Livret de famille : Sally Hawkins, Michael Shannon, Richard Jenkins, Doug Jones, Octavia Spencer, Michael Stuhlbarg…

Signes particuliers : Thriller, monster movie, conte fantastique, film d’amour.

LA BELLE MUETTE ET LA BÊTE ÉTRANGE

LA CRITIQUE DE LA FORME DE L’EAU

Résumé : Modeste employée d’un laboratoire gouvernemental ultra-secret, Elisa mène une existence morne et solitaire, d’autant plus isolée qu’elle est muette. Sa vie bascule à jamais lorsqu’elle et sa collègue Zelda découvrent une expérience encore plus secrète que les autres… C’est un Guillermo del Toro pas du tout affecté par les semi-échecs de Pacific Rim et Crimson Peak qui a refait surface à la Mostra de Venise avec La Forme de l’eau, thriller romantico-fantastique qui a raflé le Lion d’Or sous une pluie d’applaudissements diluvienne. Une prestigieuse récompense venue couronner un film pour lequel le cinéaste semble éprouver une affection toute particulière, lui le grand amoureux des vieux monster movies de l’ancien Hollywood, tel que L’Étrange Créature du Lac Noir de Jack Arnold, auquel il est impossible de ne pas penser à la découverte de ce joli conte plein de tendresse.
Qu’on se le dise, La Forme de l’eau n’est ni un remake ni une version modernisée de L’étrange Créature du lac noir, et il s’agit ouvertement d’un conte romanesque et non d’une série B à suspens. Si les deux films peuvent entretenir quelques ponts, notamment dans le design de la créature directement inspiré du film d’Arnold, le nouveau Guillermo del Toro lorgne davantage en direction de La Belle et la Bête, utilisant le conte fondateur pour composer les contours de son histoire d’amour entre une jeune femme et un monstre attachant. Plus précisément, l’histoire d’Elisa Esposito, femme de ménage dans un laboratoire secret où est retenue prisonnière une créature amphibique sur laquelle sont menées des expériences. Une relation étrange va se nouer entre cette femme muette et cette mystérieuse bestiole batracienne, relation d’amitié et d’empathie qui va tourner à l’aventure amoureuse.

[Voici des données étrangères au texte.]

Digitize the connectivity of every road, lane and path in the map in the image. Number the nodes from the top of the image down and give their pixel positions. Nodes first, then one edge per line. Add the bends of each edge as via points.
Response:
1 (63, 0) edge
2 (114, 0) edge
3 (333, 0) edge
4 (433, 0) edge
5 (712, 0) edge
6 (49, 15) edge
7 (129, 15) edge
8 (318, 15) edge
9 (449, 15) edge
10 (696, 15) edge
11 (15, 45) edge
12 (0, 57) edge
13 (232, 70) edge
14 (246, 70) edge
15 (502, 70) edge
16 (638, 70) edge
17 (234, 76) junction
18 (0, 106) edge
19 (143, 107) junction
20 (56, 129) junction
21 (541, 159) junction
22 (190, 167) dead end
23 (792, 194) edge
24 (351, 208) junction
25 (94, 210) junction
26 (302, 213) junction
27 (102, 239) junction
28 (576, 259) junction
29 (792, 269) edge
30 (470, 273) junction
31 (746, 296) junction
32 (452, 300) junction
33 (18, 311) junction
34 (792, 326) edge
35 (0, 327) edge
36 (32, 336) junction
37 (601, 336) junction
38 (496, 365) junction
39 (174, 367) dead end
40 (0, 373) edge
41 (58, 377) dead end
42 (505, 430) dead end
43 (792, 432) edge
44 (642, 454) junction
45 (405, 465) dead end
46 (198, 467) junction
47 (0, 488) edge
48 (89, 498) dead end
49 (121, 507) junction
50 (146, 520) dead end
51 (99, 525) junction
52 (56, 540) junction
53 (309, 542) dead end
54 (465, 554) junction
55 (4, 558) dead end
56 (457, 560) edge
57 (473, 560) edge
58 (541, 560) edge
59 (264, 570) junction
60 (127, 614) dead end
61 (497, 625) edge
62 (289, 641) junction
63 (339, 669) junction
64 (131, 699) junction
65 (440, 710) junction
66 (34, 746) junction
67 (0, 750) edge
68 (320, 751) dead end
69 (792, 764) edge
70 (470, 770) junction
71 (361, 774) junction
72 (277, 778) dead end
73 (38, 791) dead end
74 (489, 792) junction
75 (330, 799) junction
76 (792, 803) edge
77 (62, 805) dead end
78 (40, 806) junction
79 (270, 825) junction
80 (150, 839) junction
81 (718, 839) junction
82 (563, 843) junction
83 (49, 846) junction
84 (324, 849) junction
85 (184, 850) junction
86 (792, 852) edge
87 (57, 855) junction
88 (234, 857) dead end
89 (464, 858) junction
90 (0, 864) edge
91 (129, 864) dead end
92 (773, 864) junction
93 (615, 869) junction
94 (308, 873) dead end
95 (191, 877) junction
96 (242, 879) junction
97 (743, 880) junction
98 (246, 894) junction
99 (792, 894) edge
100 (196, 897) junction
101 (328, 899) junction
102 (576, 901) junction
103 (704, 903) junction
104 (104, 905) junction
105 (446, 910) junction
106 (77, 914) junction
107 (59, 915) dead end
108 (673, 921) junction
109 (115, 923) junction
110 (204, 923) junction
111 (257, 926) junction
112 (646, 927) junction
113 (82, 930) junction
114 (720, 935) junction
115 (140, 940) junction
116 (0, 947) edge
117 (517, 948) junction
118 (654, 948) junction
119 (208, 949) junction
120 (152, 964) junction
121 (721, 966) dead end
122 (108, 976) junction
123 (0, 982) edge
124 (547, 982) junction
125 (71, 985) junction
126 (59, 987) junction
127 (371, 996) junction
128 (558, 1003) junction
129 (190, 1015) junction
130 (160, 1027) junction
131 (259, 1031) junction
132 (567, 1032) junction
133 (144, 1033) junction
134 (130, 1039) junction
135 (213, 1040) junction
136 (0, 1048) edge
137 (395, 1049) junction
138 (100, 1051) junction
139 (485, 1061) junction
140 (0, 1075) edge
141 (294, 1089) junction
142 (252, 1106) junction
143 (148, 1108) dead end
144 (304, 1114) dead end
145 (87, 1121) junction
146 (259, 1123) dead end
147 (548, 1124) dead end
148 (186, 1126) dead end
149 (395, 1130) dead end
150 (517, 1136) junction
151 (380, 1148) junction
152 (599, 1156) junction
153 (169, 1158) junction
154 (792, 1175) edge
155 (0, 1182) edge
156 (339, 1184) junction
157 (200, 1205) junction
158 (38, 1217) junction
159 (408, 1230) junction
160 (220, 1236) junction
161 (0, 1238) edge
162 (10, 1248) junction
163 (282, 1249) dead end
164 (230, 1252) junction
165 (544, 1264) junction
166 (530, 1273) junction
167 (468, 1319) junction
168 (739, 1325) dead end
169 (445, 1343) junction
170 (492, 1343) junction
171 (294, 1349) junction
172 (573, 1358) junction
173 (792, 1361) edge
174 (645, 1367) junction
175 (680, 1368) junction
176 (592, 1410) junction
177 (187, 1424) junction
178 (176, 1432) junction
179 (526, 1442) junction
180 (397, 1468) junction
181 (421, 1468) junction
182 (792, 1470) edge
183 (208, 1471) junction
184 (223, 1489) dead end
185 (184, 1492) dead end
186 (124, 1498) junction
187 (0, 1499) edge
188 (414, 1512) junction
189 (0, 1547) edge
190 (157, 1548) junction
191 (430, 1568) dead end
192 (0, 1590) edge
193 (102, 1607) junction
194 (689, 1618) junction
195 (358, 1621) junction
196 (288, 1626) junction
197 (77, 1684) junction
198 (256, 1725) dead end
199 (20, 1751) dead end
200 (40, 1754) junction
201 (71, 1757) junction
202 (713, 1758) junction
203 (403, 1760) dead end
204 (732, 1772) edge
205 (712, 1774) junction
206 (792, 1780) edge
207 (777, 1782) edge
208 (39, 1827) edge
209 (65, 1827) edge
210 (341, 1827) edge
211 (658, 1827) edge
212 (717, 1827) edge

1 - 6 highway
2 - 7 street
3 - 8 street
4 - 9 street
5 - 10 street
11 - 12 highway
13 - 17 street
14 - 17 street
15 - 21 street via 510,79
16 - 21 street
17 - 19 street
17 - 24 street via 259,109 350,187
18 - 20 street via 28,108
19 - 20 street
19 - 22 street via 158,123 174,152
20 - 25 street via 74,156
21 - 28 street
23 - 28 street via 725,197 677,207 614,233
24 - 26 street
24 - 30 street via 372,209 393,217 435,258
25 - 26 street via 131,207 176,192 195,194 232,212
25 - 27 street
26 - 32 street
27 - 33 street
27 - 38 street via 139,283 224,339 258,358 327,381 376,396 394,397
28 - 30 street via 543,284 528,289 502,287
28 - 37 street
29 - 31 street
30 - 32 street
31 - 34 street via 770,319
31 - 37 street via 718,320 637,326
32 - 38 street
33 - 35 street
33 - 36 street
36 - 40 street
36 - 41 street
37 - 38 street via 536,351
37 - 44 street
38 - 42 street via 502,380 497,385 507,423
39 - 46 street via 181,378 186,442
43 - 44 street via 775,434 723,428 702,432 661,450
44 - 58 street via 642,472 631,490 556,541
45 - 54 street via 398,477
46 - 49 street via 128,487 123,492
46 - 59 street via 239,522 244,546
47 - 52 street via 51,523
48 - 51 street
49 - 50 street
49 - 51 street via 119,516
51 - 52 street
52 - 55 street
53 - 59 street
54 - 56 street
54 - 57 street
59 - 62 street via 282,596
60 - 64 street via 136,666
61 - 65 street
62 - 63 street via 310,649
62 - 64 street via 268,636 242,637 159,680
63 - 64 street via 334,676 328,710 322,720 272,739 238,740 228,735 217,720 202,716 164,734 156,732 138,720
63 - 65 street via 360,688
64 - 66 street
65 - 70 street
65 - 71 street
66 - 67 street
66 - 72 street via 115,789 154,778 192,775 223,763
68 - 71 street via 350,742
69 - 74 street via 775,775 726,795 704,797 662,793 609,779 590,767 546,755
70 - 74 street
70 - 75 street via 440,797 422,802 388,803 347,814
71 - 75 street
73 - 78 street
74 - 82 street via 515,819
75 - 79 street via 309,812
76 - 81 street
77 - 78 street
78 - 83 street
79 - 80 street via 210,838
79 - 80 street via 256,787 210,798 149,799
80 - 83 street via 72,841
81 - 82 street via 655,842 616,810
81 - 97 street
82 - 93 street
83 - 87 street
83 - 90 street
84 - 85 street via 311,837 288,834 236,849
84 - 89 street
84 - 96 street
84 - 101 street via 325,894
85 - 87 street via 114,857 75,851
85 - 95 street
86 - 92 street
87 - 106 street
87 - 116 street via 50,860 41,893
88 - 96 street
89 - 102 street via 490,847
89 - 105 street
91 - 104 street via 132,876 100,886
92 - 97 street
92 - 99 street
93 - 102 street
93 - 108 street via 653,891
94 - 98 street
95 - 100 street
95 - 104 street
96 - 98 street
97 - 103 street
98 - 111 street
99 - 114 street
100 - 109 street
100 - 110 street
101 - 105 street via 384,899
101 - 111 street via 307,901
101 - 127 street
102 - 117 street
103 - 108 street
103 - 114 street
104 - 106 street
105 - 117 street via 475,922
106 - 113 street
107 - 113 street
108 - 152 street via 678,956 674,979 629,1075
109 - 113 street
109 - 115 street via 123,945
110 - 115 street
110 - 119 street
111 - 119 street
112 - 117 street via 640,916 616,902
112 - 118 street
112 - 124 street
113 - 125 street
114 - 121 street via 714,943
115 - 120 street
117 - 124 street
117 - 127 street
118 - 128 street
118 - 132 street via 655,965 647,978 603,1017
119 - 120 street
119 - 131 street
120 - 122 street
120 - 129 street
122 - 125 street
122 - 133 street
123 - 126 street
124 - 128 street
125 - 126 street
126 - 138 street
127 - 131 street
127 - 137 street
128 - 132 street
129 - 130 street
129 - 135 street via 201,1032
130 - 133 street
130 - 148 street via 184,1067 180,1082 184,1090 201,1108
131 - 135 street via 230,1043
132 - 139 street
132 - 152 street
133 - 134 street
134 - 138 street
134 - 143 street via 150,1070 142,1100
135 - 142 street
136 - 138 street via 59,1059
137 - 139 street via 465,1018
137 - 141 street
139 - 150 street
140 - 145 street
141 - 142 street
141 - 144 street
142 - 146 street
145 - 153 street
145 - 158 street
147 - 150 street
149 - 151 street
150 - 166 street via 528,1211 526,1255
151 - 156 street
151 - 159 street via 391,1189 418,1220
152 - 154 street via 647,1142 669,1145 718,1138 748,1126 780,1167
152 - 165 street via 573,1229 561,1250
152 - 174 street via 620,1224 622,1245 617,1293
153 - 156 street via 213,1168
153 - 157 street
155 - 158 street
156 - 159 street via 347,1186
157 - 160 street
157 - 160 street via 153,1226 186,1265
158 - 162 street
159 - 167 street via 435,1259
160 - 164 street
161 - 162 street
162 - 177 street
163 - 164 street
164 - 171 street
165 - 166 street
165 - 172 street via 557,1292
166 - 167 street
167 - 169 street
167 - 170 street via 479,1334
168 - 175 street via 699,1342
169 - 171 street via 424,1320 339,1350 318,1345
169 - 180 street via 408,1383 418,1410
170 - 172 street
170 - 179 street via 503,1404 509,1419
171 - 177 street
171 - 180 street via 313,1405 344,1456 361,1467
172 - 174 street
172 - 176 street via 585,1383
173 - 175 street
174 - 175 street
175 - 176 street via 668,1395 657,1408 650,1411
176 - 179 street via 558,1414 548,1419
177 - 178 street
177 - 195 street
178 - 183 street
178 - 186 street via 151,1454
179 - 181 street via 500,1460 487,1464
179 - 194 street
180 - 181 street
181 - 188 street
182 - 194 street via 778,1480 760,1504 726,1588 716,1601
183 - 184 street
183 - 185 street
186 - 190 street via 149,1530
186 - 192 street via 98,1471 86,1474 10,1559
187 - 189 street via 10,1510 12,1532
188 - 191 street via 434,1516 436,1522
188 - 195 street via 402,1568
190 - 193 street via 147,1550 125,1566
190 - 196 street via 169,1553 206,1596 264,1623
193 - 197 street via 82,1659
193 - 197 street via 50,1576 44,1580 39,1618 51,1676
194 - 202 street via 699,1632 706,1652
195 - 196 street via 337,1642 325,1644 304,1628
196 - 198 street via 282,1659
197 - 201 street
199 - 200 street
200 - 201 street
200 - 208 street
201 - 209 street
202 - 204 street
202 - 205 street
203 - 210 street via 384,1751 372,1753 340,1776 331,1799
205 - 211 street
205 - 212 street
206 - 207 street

L’amour est comme l’eau, cristallin, insaisissable, vital, il peut prendre plusieurs formes, s’adapter à son environnement, et il est indispensable à la vie. Courbé au creux de cette vision poético-métaphorique qui va épouser le fond comme la forme, The Shape of Water (le titre original plus mélodieux) est une fable qui s’amuse à quitter les terres codifiées du conte à la Disney pour une vision plus… savoureusement charnelle. Ici, il est question d’une jeune princesse muette qui se masturbe volontiers dans son bain, de torture dans un sous-sol austère, d’une histoire d’amour « zoophile », et de corps à corps entre une femme nue et un humanoïde-poisson. On est bien loin de l’univers propret du studio de Mickey, et Del Toro se régale de ce ton gentiment transgressif à travers lequel il parle d’amour sans sombrer dans la candeur stupide, à travers lequel il profite également pour faire lui-même sa propre déclaration d’amour, celle envers ce septième art qui représente toute sa vie. Hommage aux monster movies, hommage aux films noirs, aux comédies romantiques et aux comédies musicales des années 50-60, La Forme de l’eau transpire le cinéma à chaque minute.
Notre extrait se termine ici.